#### WORK TO COMPLETE:
The first line of the entries below, the line containing "Road topology of", and every line between them should be repeated exactly, and nothing else.

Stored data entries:
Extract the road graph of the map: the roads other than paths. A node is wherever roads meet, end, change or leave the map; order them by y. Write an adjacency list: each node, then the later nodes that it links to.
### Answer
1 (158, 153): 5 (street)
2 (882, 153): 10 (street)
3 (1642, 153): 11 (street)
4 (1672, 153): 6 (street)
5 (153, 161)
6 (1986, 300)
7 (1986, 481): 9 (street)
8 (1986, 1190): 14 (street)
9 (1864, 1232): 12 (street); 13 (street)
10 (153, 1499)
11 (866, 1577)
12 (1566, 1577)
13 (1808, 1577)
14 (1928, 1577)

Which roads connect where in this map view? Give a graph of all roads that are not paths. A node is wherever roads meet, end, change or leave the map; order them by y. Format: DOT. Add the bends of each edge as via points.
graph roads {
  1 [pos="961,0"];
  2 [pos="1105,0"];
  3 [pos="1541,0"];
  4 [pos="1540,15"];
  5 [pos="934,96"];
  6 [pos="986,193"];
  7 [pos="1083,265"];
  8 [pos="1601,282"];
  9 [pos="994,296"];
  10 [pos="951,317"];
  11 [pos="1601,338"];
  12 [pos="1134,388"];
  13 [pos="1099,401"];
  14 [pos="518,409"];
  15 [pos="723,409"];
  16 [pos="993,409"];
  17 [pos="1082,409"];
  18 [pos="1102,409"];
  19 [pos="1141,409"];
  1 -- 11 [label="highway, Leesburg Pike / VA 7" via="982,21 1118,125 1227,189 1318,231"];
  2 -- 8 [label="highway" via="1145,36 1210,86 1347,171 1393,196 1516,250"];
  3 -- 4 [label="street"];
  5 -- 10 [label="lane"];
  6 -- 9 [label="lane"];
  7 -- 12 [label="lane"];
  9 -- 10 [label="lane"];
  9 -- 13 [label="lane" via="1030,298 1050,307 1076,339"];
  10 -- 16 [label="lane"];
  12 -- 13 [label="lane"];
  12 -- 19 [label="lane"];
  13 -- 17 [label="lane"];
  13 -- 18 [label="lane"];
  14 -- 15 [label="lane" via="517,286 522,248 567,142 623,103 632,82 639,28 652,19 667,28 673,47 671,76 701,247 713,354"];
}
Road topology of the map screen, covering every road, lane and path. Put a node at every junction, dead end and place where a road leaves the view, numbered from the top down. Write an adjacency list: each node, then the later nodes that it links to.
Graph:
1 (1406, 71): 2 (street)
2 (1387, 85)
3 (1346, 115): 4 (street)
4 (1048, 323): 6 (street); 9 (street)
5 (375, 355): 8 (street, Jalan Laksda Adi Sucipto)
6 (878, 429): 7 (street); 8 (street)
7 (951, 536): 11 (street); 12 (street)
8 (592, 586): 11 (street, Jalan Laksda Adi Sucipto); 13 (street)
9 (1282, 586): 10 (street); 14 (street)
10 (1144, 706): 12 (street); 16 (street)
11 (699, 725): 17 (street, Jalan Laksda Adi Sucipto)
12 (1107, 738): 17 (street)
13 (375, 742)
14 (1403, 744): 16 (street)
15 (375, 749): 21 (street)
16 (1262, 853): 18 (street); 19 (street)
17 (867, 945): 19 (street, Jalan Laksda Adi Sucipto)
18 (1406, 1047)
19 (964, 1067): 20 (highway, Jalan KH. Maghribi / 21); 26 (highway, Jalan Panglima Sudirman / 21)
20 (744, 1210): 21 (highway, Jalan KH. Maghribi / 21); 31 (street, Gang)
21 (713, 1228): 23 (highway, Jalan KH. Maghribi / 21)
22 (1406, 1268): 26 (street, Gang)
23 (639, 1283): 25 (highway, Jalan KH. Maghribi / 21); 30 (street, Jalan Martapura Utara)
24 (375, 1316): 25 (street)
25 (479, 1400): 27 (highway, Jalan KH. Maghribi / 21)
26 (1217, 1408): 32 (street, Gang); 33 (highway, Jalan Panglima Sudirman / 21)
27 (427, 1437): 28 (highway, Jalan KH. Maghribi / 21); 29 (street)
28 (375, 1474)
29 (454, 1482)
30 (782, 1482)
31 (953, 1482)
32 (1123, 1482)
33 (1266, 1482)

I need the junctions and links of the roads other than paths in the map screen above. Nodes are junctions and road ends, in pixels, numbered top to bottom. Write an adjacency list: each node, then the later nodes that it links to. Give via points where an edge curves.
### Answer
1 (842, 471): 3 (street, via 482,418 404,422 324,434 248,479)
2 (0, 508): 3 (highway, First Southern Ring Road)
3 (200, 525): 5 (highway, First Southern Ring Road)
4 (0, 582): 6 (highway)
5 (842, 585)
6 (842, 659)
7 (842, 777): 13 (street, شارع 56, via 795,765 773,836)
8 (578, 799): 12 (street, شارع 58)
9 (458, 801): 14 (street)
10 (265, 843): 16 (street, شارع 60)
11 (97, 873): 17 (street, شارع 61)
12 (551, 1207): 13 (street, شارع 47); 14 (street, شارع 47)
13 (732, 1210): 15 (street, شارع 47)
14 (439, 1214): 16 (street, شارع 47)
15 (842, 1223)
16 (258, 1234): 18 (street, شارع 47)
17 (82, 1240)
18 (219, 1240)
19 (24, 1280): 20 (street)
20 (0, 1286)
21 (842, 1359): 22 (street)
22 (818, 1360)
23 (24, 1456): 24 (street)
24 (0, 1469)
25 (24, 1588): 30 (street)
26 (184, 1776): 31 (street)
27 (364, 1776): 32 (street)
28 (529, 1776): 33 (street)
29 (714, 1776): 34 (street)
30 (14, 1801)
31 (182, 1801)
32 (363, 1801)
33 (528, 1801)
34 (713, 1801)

#### WRITTEN SOLUTION:
Extract the road graph of the map: the roads other than paths. A node is wherever roads meet, end, change or leave the map; order them by y. Write an adjacency list: each node, then the later nodes that it links to.
### Answer
1 (158, 153): 5 (street)
2 (882, 153): 10 (street)
3 (1642, 153): 11 (street)
4 (1672, 153): 6 (street)
5 (153, 161)
6 (1986, 300)
7 (1986, 481): 9 (street)
8 (1986, 1190): 14 (street)
9 (1864, 1232): 12 (street); 13 (street)
10 (153, 1499)
11 (866, 1577)
12 (1566, 1577)
13 (1808, 1577)
14 (1928, 1577)

Which roads connect where in this map view? Give a graph of all roads that are not paths. A node is wherever roads meet, end, change or leave the map; order them by y. Format: DOT. Add the bends of each edge as via points.
graph roads {
  1 [pos="961,0"];
  2 [pos="1105,0"];
  3 [pos="1541,0"];
  4 [pos="1540,15"];
  5 [pos="934,96"];
  6 [pos="986,193"];
  7 [pos="1083,265"];
  8 [pos="1601,282"];
  9 [pos="994,296"];
  10 [pos="951,317"];
  11 [pos="1601,338"];
  12 [pos="1134,388"];
  13 [pos="1099,401"];
  14 [pos="518,409"];
  15 [pos="723,409"];
  16 [pos="993,409"];
  17 [pos="1082,409"];
  18 [pos="1102,409"];
  19 [pos="1141,409"];
  1 -- 11 [label="highway, Leesburg Pike / VA 7" via="982,21 1118,125 1227,189 1318,231"];
  2 -- 8 [label="highway" via="1145,36 1210,86 1347,171 1393,196 1516,250"];
  3 -- 4 [label="street"];
  5 -- 10 [label="lane"];
  6 -- 9 [label="lane"];
  7 -- 12 [label="lane"];
  9 -- 10 [label="lane"];
  9 -- 13 [label="lane" via="1030,298 1050,307 1076,339"];
  10 -- 16 [label="lane"];
  12 -- 13 [label="lane"];
  12 -- 19 [label="lane"];
  13 -- 17 [label="lane"];
  13 -- 18 [label="lane"];
  14 -- 15 [label="lane" via="517,286 522,248 567,142 623,103 632,82 639,28 652,19 667,28 673,47 671,76 701,247 713,354"];
}
Road topology of the map screen, covering every road, lane and path. Put a node at every junction, dead end and place where a road leaves the view, numbered from the top down. Write an adjacency list: each node, then the later nodes that it links to.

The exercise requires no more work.